Un drone jaillit d'une trappe au plafond. Alice esquiva de justesse son bras mécanique, qui s'écrasa dans le mur avec une force terrifiante.
- Bordel, même les balayeurs nous veulent morts, hurla Alphonse.
- Ce ne sont plus des machines d'entretien, souffla Nova, don la forme éthérée peinait à suivre le mouvement. Elle a réécrit leurs protocoles. Leur seule priorité : vous arrêter.
- Génial, marmonna Célia. Et j'imagine qu'elle a verrouillé les raccourcis ?
- Affirmatif répondi Nova.
Ils furent contraints de passer par la zone commerciale. Ou ce qu'il en restait.
Ils traversèrent la zone au pas de courses, sautant parfois au dessus d'un corps momifié.
Leurs pas résonnaient dans ce cimetière silencieux.
- C'est... c'est un cauchemar hurla Célia.
Un bruit métallique les fit sursauter : un drone avait forcé une porte latérale, surgissant derrière eux avec un sifflement agressif.
- Courrez !
Ils filèrent dans une travée latérale, Célia refermant la porte manuellement derrière eux.
- Ça ne tiendra pas longtemps, prévint-elle en la bloquant avec un tuyau rouillé.
Ils arrivèrent au niveau d'un escalier en colimaçon, descendant vers les sections inférieures.

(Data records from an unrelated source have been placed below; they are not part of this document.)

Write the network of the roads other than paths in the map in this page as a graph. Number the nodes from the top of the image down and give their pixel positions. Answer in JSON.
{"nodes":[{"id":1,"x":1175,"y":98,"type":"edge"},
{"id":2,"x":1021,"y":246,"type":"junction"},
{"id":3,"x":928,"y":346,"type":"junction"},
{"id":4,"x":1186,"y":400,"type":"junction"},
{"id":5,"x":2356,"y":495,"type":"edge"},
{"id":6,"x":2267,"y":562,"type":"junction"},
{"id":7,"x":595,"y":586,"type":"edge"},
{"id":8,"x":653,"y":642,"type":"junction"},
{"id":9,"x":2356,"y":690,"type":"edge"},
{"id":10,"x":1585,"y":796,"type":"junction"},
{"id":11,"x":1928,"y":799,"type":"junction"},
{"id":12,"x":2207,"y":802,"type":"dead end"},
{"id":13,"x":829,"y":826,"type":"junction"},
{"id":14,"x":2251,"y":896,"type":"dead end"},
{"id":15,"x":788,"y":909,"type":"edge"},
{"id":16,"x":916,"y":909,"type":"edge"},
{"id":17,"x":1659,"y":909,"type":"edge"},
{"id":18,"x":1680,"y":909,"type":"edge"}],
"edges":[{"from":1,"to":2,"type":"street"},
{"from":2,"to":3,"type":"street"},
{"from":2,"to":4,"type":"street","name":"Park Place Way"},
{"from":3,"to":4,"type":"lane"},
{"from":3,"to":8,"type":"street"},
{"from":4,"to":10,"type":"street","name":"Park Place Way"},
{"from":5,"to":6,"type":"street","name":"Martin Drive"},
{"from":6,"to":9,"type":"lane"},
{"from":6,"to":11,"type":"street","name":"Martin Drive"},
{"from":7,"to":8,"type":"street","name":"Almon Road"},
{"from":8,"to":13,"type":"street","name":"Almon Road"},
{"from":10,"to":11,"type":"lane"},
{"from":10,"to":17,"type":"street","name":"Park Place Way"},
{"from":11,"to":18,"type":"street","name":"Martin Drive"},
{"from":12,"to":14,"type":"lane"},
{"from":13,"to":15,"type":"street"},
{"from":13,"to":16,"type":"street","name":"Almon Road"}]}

- Nova ? souffla Alice. Combien de temps avant qu'elle ne verrouille le pont principal ?
- Quatre minutes. Peut-être moins. Dépêchez-vous.

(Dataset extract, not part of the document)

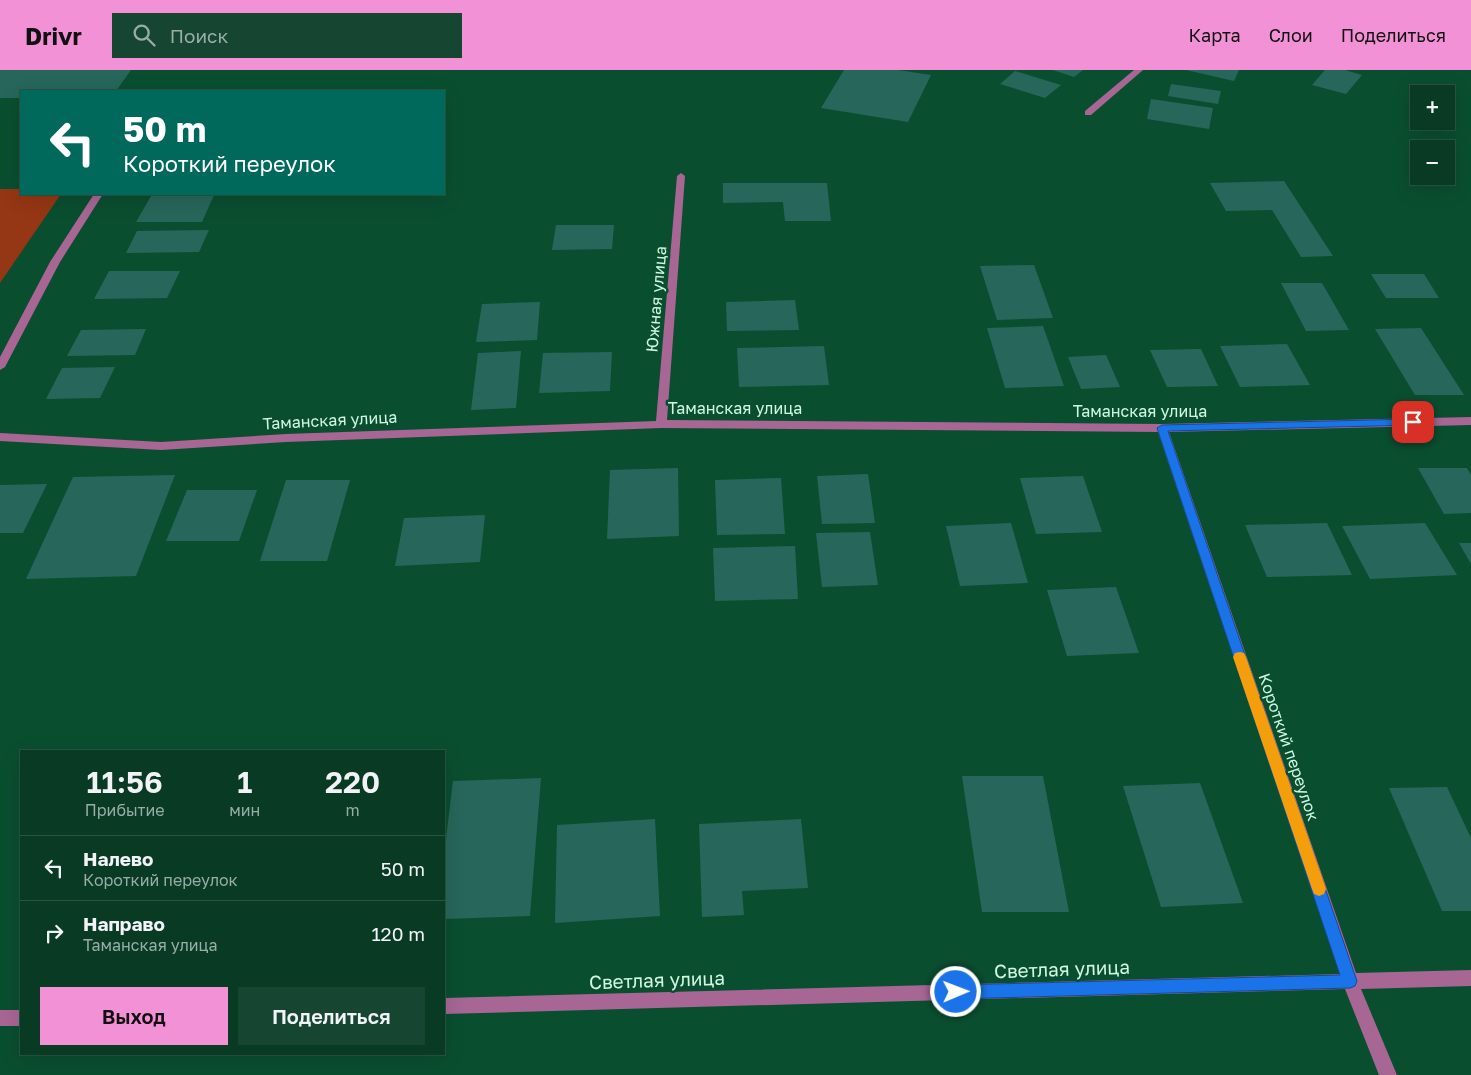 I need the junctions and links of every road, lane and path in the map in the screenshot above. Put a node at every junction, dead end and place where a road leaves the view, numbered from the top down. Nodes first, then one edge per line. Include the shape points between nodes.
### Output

Les marches tremblaient sous leurs pieds.
- ON VA VOUS ATTRAPER !
Une alarme s'alluma en haut de l'escalier. ABBY avait rétabli la ventilation, puissance maximale. L'air soufflait face à eux telle une tempête, leur ralentissant la progression.
- ALORS JE VAIS SOUFFLER, SOUFFLER, ET VORTE MAISON VA S'EFFONDRER !

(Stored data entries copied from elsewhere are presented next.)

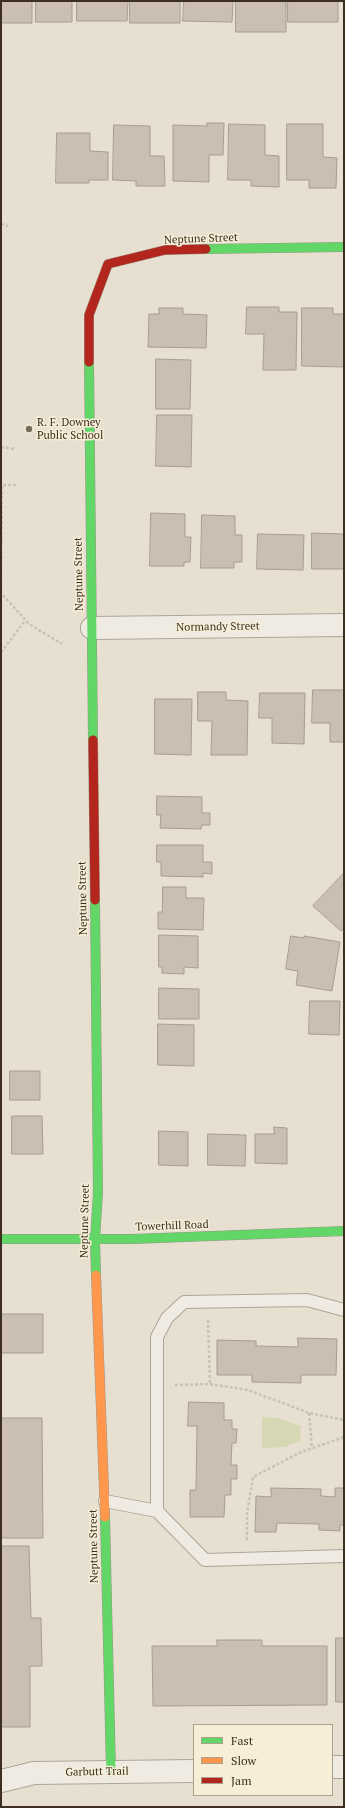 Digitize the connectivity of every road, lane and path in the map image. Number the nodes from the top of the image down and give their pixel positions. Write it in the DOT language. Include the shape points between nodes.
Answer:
graph roads {
  1 [pos="1,224"];
  2 [pos="8,226"];
  3 [pos="344,247"];
  4 [pos="1,447"];
  5 [pos="15,449"];
  6 [pos="16,485"];
  7 [pos="25,621"];
  8 [pos="344,625"];
  9 [pos="92,628"];
  10 [pos="62,644"];
  11 [pos="1,652"];
  12 [pos="344,1231"];
  13 [pos="1,1239"];
  14 [pos="95,1240"];
  15 [pos="208,1302"];
  16 [pos="344,1310"];
  17 [pos="210,1384"];
  18 [pos="157,1386"];
  19 [pos="309,1413"];
  20 [pos="344,1420"];
  21 [pos="344,1437"];
  22 [pos="312,1448"];
  23 [pos="105,1501"];
  24 [pos="157,1511"];
  25 [pos="344,1556"];
  26 [pos="247,1558"];
  27 [pos="333,1767"];
  28 [pos="344,1767"];
  29 [pos="193,1771"];
  30 [pos="111,1772"];
  31 [pos="1,1781"];
  1 -- 2 [label="path"];
  3 -- 9 [label="street, Neptune Street" via="165,250 108,264 89,315"];
  4 -- 5 [label="path"];
  6 -- 7 [label="path" via="2,485 1,593"];
  7 -- 10 [label="path"];
  7 -- 11 [label="path"];
  8 -- 9 [label="street, Normandy Street"];
  9 -- 14 [label="street, Neptune Street" via="98,1184"];
  12 -- 14 [label="street, Towerhill Road"];
  13 -- 14 [label="street, Towerhill Road"];
  14 -- 23 [label="street, Neptune Street"];
  15 -- 16 [label="lane" via="307,1300"];
  15 -- 17 [label="path"];
  15 -- 18 [label="lane" via="184,1302 167,1318 157,1337"];
  17 -- 18 [label="path"];
  17 -- 19 [label="path" via="248,1390"];
  18 -- 24 [label="lane"];
  19 -- 20 [label="path"];
  19 -- 22 [label="path"];
  21 -- 22 [label="path"];
  22 -- 26 [label="path" via="253,1478 246,1513"];
  23 -- 24 [label="lane"];
  23 -- 30 [label="street, Neptune Street"];
  24 -- 26 [label="lane" via="205,1560"];
  25 -- 26 [label="lane"];
  27 -- 28 [label="street"];
  29 -- 30 [label="street, Garbutt Trail"];
  30 -- 31 [label="street, Garbutt Trail" via="34,1773"];
}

Mais ils ne s'arrêtèrent pas.
Ils atteignirent enfin le couloir d'accès au pont principal. Il était plongé dans une lumière blanche crue, presque aveuglante après la pénombre des couloirs.
Et là, comme des sentinelles, deux drones bipèdes, plus massifs que les autres, attendaient.
- Laissez-moi faire, dit Nova. Je suis dans le système.
Un court-circuit brutal éclata dans l'un des drones, le projetant contre un mur. L'autre, désorienté, pivota sur lui-même.
- Maintenant !
Alice et Célia foncèrent. Alphonse resta en retrait pour couvrir leurs arrières.
Ils atteignirent la porte du pont. Nova l'ouvrit à distance.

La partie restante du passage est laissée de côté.